Немного истории. Изначально веб-приложениях использовали два вида аутентификации/авторизации: 1) BASE и 2) при помощи сессий с использованием cookie. В BASE аутентификации/авторизации в каждом запросе передается некоторый заголовок, и таким образом, в каждом запросе проводится аутентификация клиента. При использовании сессий, аутентифкация клиента проводится только один раз (способы могут быть самые различные в том числе и BASE, а еще по имени и паролю, которые отправляются в форме, и еще тысячи других способов, которые в терминах passport.js называются сратегиями). Главное, что после прохождения аутентификации, клиенту в cookie сохраняется идентификатор сессии (или в некоторых реализациях данные сессии), а в данных сессии сохраняется идентификатор пользователя.

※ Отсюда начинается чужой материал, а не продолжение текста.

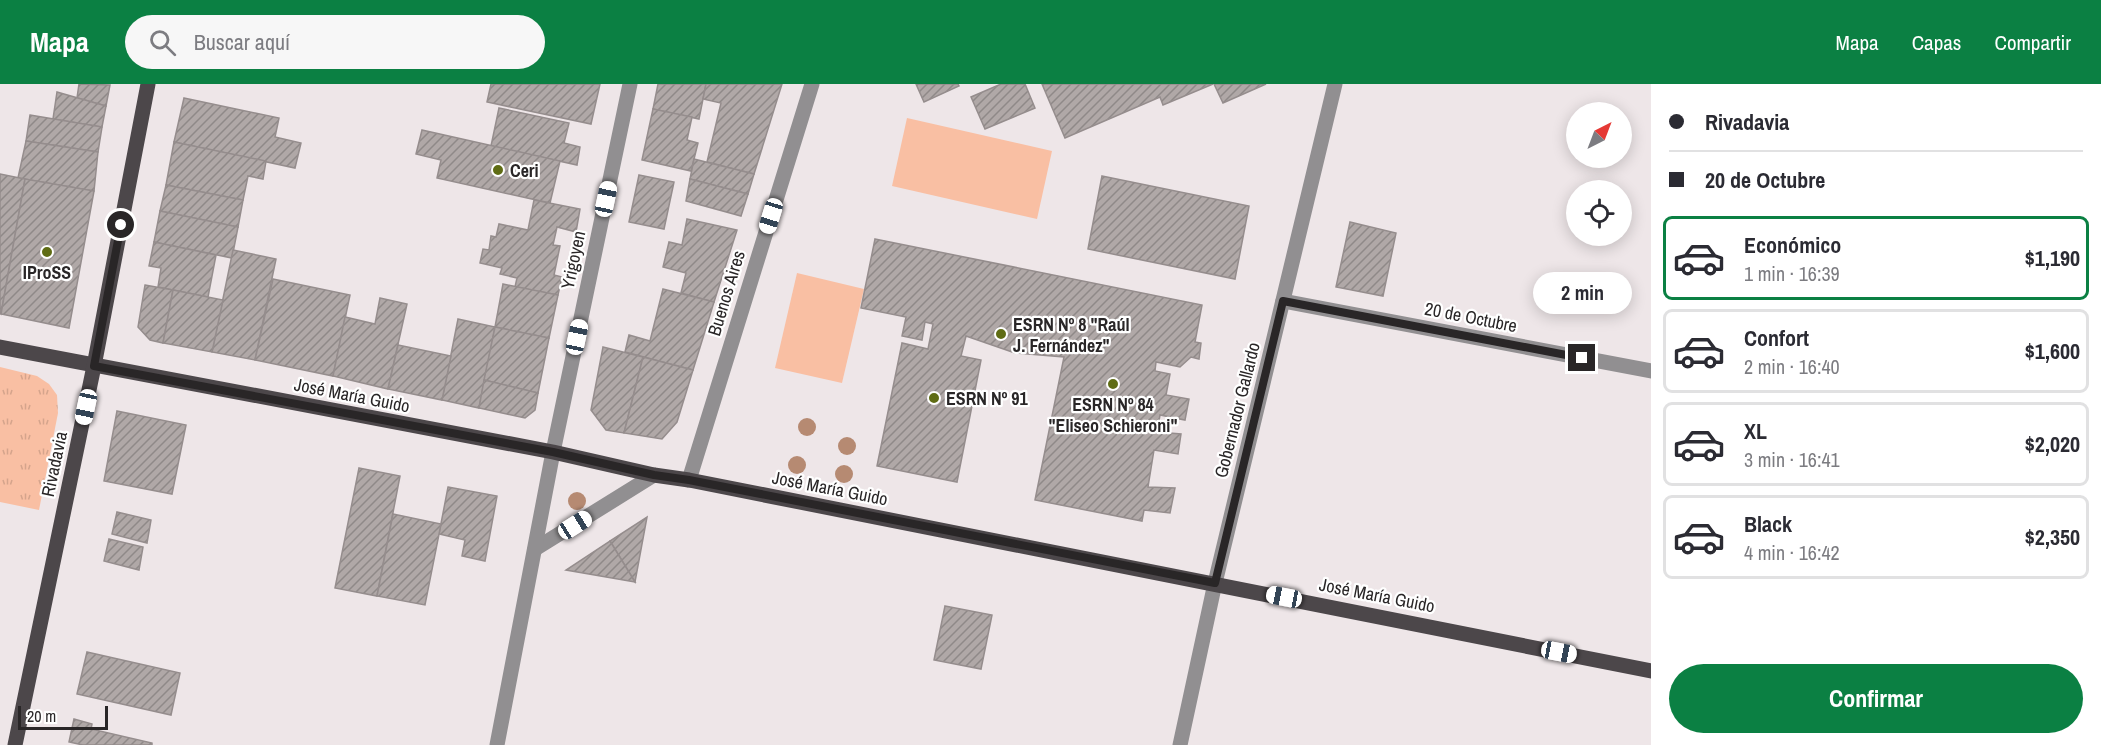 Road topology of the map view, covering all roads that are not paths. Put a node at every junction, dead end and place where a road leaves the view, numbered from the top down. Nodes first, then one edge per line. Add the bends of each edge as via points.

Для начала нужно определиться будете ли Вы использовать в своем приложении сессии при аутентификации/авторизации. Если Вы разрабатываете бэкэнд мобильного приложения — то, скорее всего, нет. Если это веб-приложение — то, скорее всего, да. Для использовани сессий нужно активировать cookie-parser, session middleware, а также инициализировать сессию:
const app = express();
const sessionMiddleware = session({
store: new RedisStore({client: redisClient}),
secret,
resave: true,
rolling: true,
saveUninitialized: false,
cookie: {
maxAge: 10 * 60 * 1000,
httpOnly: false,
},
});
app.use(cookieParser());
app.use(sessionMiddleware);
app.use(passport.initialize());
app.use(passport.session());
Тут нужно дать несколько важных пояснений. Если Вы не хотите, чтобы redis через пару лет работы съел всю оперативную память, нужно позаботиться о своевременном удалении даных сессии. За это отвечает параметр maxAge, который в равной степени устанавивает это значение и для cookie, и для значения сохраняемого в redis. Установка значений resave: true, rolling: true, продлевает срок действия заданным занчением maxAge при каждом новом запросе (если это нужно). В противном случае сессия клиента будет периодически прерываться. И, наконец, параметр saveUninitialized: false не будет помещать в redis пустые сессии. Это позволяет разместить инициализацию сессий и passport.js на уровне приложения, не засоряя redis лишними данными. На уровне роутов инициализацию имеет смысл размещать только в том сучае, если метод passport.initialize () необходимо вызывать с разными параметрами.
Если сессия не будет использоваться то иницализация значительно сократится:
app.use(passport.initialize());
Далее нужно создать объект стратегии (так в терминологии passport.js называют способ аутентификации). Каждая стратегия имеет свои особенности конфигрурирования. Неизменным сотается только то, что в конструктор стратегии передается callback-функция, которая формирует объект user, доступный как request.user для следующих в очереди middleware:
const jwtStrategy = new JwtStrategy(params, (payload, done) =>
UserModel.findOne({where: {id: payload.userId}})
.then((user = null) => {
done(null, user);
})
.catch((error) => {
done(error, null);
})
);
Надо хорошо представлять себе, что если не используется сессия, это метод будет вызываться при каждом обращении к защищенному ресурсу, и запрос к базе данных (как в примере) существенно скажется на производительности приложения.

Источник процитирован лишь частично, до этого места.